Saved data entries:
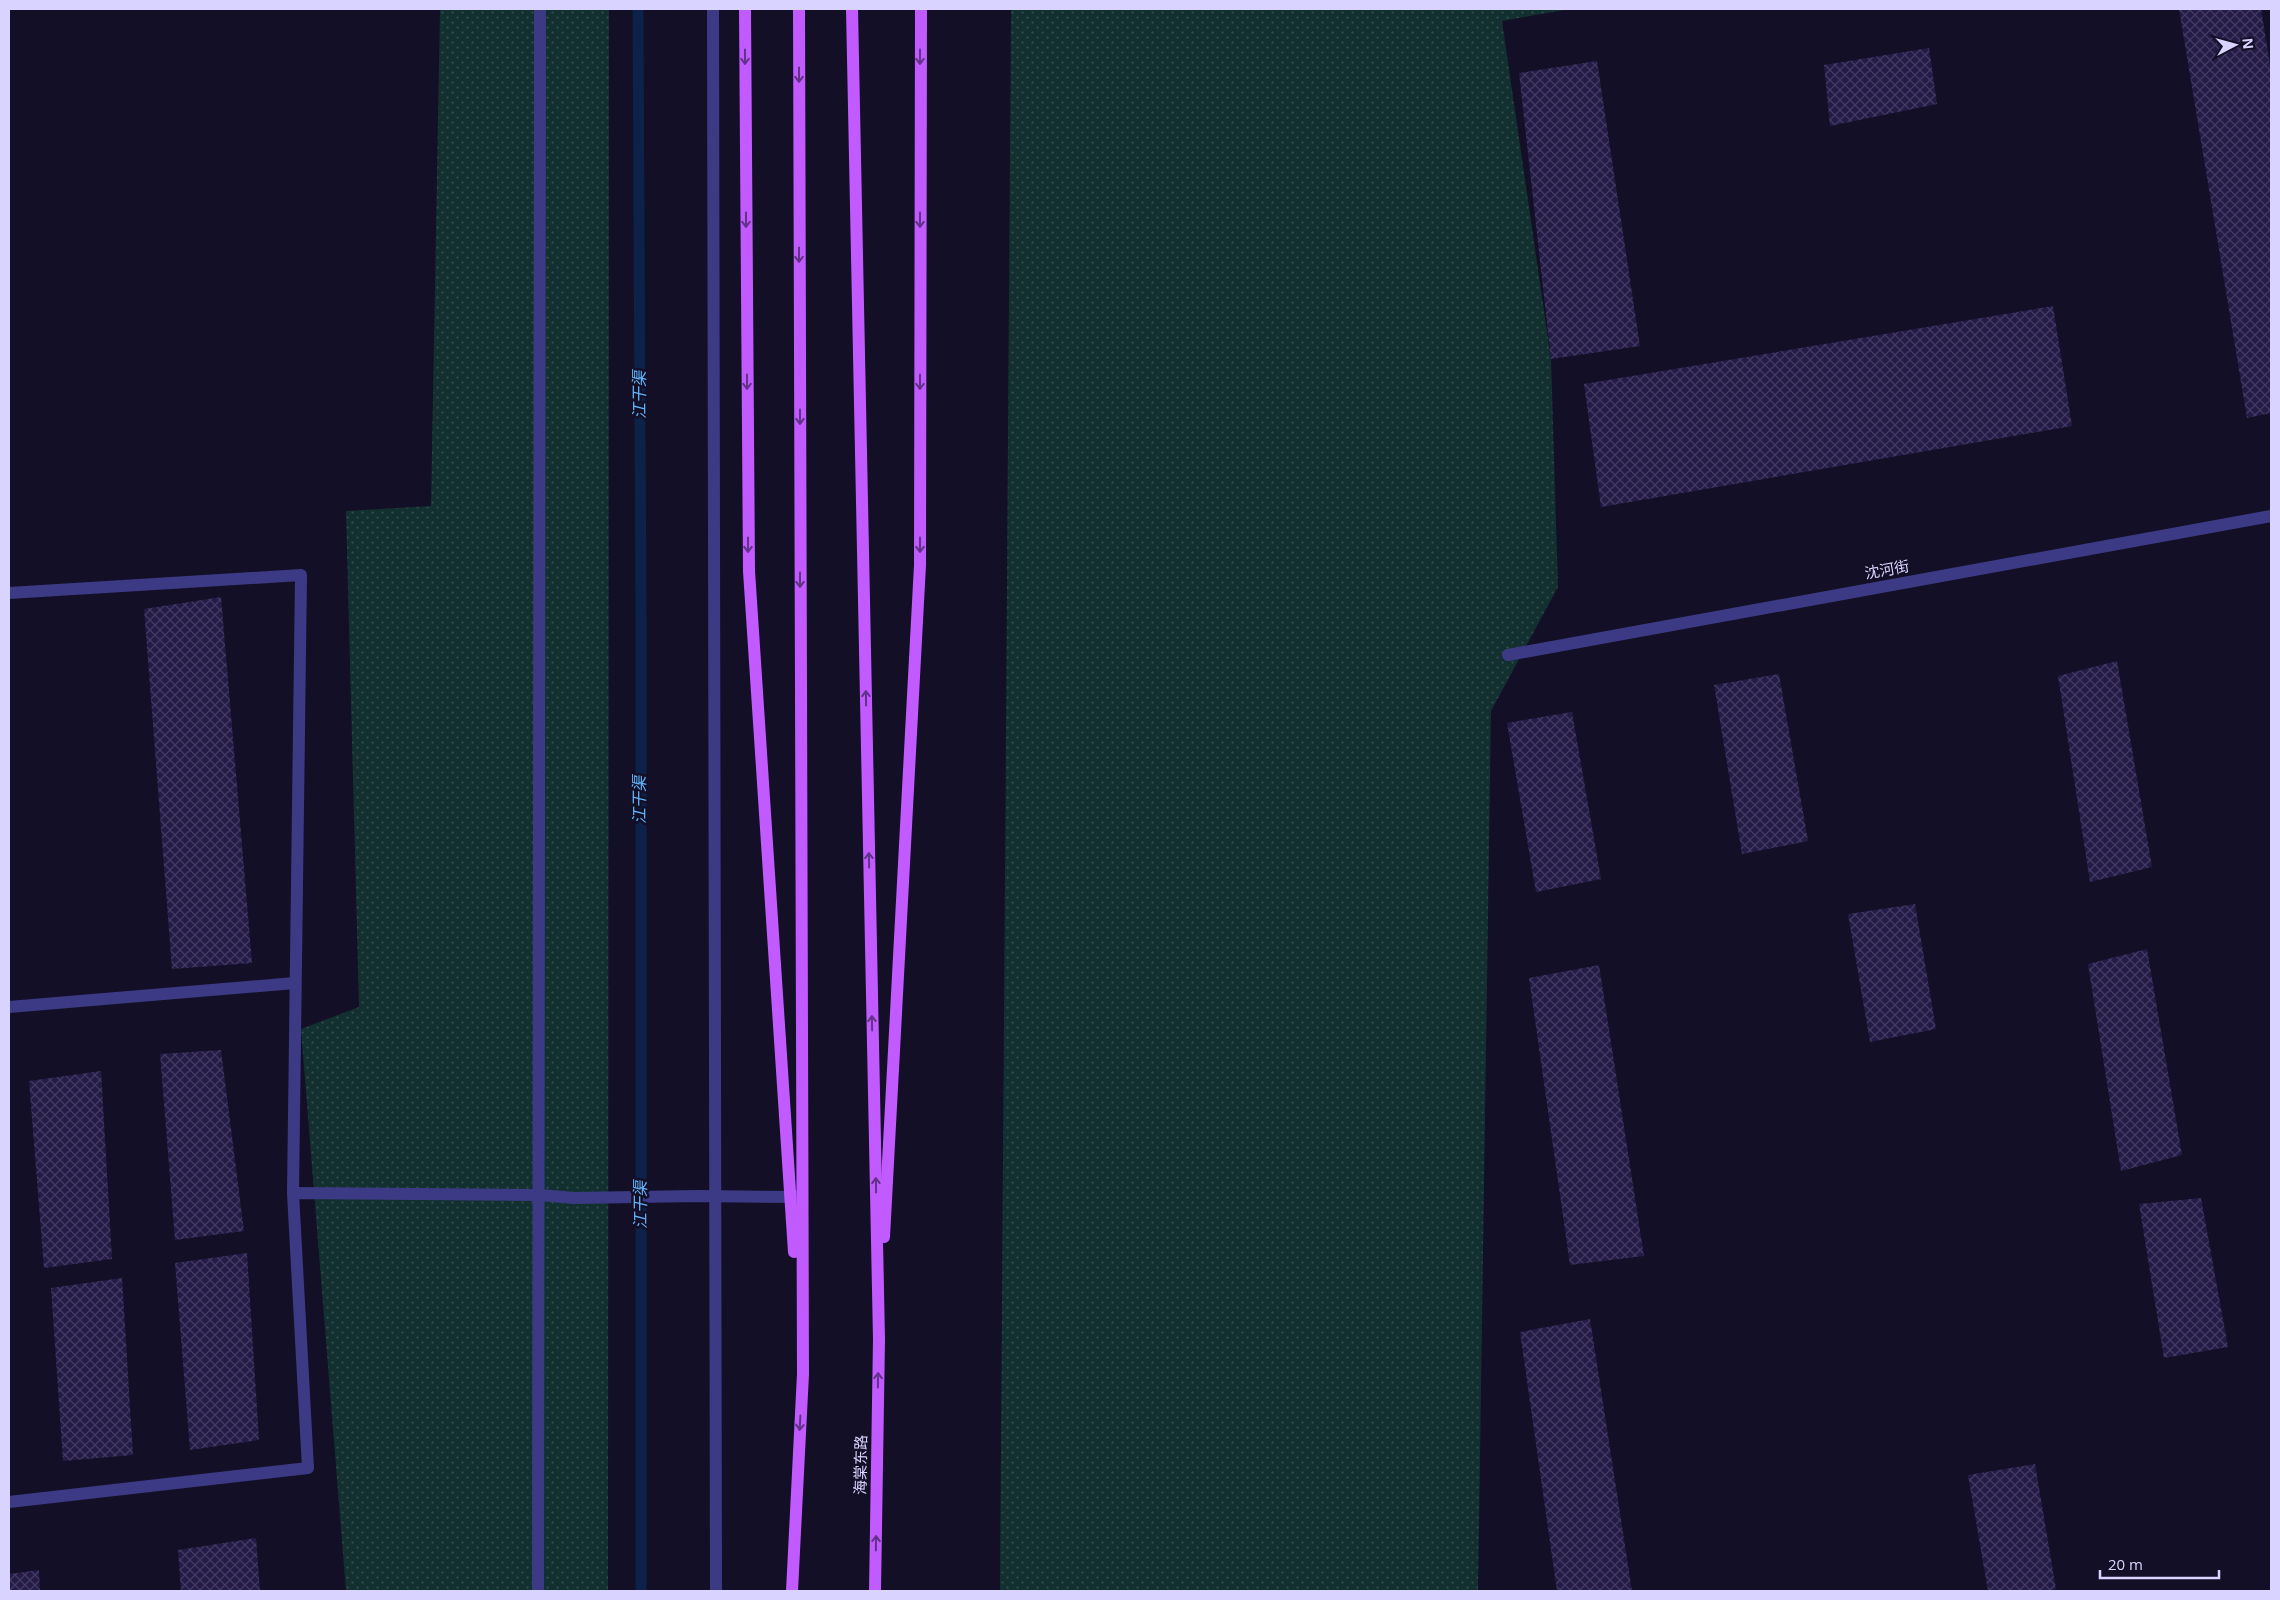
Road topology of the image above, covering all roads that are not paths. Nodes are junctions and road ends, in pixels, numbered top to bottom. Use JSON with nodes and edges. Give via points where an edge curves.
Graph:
{"nodes":[{"id":1,"x":540,"y":9,"type":"edge"},
{"id":2,"x":714,"y":9,"type":"edge"},
{"id":3,"x":745,"y":9,"type":"edge"},
{"id":4,"x":799,"y":9,"type":"edge"},
{"id":5,"x":852,"y":9,"type":"edge"},
{"id":6,"x":920,"y":9,"type":"edge"},
{"id":7,"x":2271,"y":516,"type":"edge"},
{"id":8,"x":9,"y":593,"type":"edge"},
{"id":9,"x":1508,"y":655,"type":"dead end"},
{"id":10,"x":295,"y":983,"type":"junction"},
{"id":11,"x":9,"y":1007,"type":"edge"},
{"id":12,"x":293,"y":1193,"type":"junction"},
{"id":13,"x":540,"y":1195,"type":"junction"},
{"id":14,"x":716,"y":1196,"type":"junction"},
{"id":15,"x":796,"y":1197,"type":"junction"},
{"id":16,"x":879,"y":1339,"type":"junction"},
{"id":17,"x":9,"y":1502,"type":"edge"},
{"id":18,"x":538,"y":1591,"type":"edge"},
{"id":19,"x":716,"y":1591,"type":"edge"},
{"id":20,"x":792,"y":1591,"type":"edge"},
{"id":21,"x":876,"y":1591,"type":"edge"}],
"edges":[{"from":1,"to":13,"type":"street"},
{"from":2,"to":14,"type":"street"},
{"from":3,"to":15,"type":"main road","one_way":true,"via":[[748,570]]},
{"from":4,"to":15,"type":"main road","one_way":true},
{"from":16,"to":5,"type":"main road","one_way":true},
{"from":6,"to":16,"type":"main road","one_way":true,"via":[[920,565]]},
{"from":7,"to":9,"type":"street","name":"沈河街"},
{"from":8,"to":10,"type":"street","via":[[300,575]]},
{"from":10,"to":11,"type":"street"},
{"from":10,"to":12,"type":"street"},
{"from":12,"to":13,"type":"street"},
{"from":12,"to":17,"type":"street","via":[[308,1468]]},
{"from":13,"to":14,"type":"street","via":[[574,1198]]},
{"from":13,"to":18,"type":"street"},
{"from":14,"to":15,"type":"street"},
{"from":14,"to":19,"type":"street"},
{"from":15,"to":20,"type":"main road","one_way":true,"via":[[802,1374]]},
{"from":21,"to":16,"type":"main road","name":"海棠东路","one_way":true}]}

Your instructions:
Copy all records exactly; omit images.

Answer box:
Road topology of the image above, covering all roads that are not paths. Nodes are junctions and road ends, in pixels, numbered top to bottom. Use JSON with nodes and edges. Give via points where an edge curves.
Graph:
{"nodes":[{"id":1,"x":540,"y":9,"type":"edge"},
{"id":2,"x":714,"y":9,"type":"edge"},
{"id":3,"x":745,"y":9,"type":"edge"},
{"id":4,"x":799,"y":9,"type":"edge"},
{"id":5,"x":852,"y":9,"type":"edge"},
{"id":6,"x":920,"y":9,"type":"edge"},
{"id":7,"x":2271,"y":516,"type":"edge"},
{"id":8,"x":9,"y":593,"type":"edge"},
{"id":9,"x":1508,"y":655,"type":"dead end"},
{"id":10,"x":295,"y":983,"type":"junction"},
{"id":11,"x":9,"y":1007,"type":"edge"},
{"id":12,"x":293,"y":1193,"type":"junction"},
{"id":13,"x":540,"y":1195,"type":"junction"},
{"id":14,"x":716,"y":1196,"type":"junction"},
{"id":15,"x":796,"y":1197,"type":"junction"},
{"id":16,"x":879,"y":1339,"type":"junction"},
{"id":17,"x":9,"y":1502,"type":"edge"},
{"id":18,"x":538,"y":1591,"type":"edge"},
{"id":19,"x":716,"y":1591,"type":"edge"},
{"id":20,"x":792,"y":1591,"type":"edge"},
{"id":21,"x":876,"y":1591,"type":"edge"}],
"edges":[{"from":1,"to":13,"type":"street"},
{"from":2,"to":14,"type":"street"},
{"from":3,"to":15,"type":"main road","one_way":true,"via":[[748,570]]},
{"from":4,"to":15,"type":"main road","one_way":true},
{"from":16,"to":5,"type":"main road","one_way":true},
{"from":6,"to":16,"type":"main road","one_way":true,"via":[[920,565]]},
{"from":7,"to":9,"type":"street","name":"沈河街"},
{"from":8,"to":10,"type":"street","via":[[300,575]]},
{"from":10,"to":11,"type":"street"},
{"from":10,"to":12,"type":"street"},
{"from":12,"to":13,"type":"street"},
{"from":12,"to":17,"type":"street","via":[[308,1468]]},
{"from":13,"to":14,"type":"street","via":[[574,1198]]},
{"from":13,"to":18,"type":"street"},
{"from":14,"to":15,"type":"street"},
{"from":14,"to":19,"type":"street"},
{"from":15,"to":20,"type":"main road","one_way":true,"via":[[802,1374]]},
{"from":21,"to":16,"type":"main road","name":"海棠东路","one_way":true}]}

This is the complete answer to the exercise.